Ferroptosis is an iron-regulated, caspase-mediated pathway of cell death that is associated with the excessive aggregation of lipid-reactive oxygen species and is extensively involved in the evolution of many diseases, including epilepsy. The superoxide anion (O2•-), as the primary precursor of ROS, is closely related to ferroptosis-mediated epilepsy. Therefore, it is crucial to establish a highly effective and convenient method for the real-time dynamic monitoring of O2•- during the ferroptosis process in epilepsy for the diagnosis and therapy of ferroptosis-mediated epilepsy.

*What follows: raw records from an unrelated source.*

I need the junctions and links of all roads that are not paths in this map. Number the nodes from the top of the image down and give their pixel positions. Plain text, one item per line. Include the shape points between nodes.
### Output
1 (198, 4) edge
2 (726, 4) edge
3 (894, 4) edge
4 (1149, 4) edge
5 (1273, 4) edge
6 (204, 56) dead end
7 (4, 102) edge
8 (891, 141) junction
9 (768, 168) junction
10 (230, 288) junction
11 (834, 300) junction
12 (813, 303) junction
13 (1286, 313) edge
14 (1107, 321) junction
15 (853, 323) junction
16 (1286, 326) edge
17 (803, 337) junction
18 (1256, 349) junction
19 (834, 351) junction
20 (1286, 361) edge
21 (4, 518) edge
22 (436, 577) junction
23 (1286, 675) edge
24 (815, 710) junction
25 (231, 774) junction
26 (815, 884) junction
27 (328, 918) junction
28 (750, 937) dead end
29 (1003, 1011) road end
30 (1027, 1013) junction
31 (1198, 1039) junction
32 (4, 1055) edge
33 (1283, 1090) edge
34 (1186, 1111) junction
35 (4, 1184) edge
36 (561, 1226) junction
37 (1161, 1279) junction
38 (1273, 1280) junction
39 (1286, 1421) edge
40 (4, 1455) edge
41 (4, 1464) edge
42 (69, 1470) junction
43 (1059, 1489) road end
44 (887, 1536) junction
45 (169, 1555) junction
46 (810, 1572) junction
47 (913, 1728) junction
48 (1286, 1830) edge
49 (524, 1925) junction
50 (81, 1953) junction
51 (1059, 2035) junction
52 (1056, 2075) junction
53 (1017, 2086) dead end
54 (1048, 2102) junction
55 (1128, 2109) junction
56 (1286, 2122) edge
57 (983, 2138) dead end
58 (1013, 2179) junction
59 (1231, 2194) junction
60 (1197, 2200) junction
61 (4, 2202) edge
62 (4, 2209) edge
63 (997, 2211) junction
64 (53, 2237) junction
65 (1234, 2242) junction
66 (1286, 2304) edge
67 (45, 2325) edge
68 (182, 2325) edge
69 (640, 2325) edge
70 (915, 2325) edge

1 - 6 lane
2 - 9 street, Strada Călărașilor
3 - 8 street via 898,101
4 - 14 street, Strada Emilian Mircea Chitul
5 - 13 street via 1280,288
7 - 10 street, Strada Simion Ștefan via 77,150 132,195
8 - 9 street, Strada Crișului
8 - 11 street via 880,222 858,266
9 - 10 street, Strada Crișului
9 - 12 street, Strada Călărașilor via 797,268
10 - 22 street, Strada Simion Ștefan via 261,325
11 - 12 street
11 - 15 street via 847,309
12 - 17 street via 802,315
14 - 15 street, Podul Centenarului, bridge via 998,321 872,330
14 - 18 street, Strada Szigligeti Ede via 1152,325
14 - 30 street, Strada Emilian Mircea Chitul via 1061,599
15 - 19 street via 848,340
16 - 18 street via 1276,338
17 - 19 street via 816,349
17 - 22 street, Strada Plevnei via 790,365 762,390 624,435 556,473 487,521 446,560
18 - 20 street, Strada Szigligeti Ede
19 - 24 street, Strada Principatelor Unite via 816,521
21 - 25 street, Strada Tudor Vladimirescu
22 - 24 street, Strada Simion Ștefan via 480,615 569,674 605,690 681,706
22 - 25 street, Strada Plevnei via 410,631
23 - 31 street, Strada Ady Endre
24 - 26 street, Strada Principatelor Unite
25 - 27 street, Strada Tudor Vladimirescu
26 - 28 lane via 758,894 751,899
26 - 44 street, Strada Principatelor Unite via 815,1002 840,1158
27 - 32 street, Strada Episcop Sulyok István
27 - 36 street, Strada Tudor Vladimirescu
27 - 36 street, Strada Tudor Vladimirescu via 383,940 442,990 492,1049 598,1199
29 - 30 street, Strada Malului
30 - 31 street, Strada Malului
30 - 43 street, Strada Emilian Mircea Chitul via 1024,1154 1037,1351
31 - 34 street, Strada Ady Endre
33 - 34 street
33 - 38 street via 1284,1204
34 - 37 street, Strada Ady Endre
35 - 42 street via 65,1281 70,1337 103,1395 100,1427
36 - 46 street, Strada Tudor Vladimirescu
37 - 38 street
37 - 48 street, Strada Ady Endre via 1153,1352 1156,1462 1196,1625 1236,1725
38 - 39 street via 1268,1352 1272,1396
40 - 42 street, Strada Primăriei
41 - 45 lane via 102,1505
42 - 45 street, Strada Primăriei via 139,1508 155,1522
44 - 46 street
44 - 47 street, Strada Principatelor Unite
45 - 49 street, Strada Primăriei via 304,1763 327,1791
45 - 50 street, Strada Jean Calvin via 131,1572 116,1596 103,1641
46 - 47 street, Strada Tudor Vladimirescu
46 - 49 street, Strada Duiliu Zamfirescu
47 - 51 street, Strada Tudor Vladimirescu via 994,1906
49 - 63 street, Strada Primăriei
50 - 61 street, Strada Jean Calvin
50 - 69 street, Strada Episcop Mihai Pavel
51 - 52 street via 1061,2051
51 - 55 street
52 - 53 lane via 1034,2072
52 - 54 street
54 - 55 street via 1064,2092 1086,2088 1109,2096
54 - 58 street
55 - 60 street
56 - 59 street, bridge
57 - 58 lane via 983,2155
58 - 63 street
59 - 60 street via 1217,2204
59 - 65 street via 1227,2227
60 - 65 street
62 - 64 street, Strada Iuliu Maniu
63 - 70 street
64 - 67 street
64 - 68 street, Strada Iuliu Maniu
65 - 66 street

Nevertheless, no probes for detecting O2•- in ferroptosis-mediated epilepsy have been reported. Herein, we systematically conceptualized and developed a novel near-infrared (NIR) fluorescence probe, NIR-FP, for accurately tracking the fluctuation of O2•- in ferroptosis-mediated epilepsy. The probe showed exceptional sensitivity and outstanding selectivity toward O2•-. In addition, the probe has been utilized effectively to bioimage and evaluate endogenous O2•- variations in three types of ferroptosis-mediated epilepsy models (the kainic acid-induced chronic epilepsy model, the pentylenetetrazole-induced acute epilepsy model, and the pilocarpine-induced status epilepticus model). The above applications illustrated that NIR-FP could serve as a reliable and suitable tool for guiding the accurate diagnosis and therapy of ferroptosis-mediated epilepsy.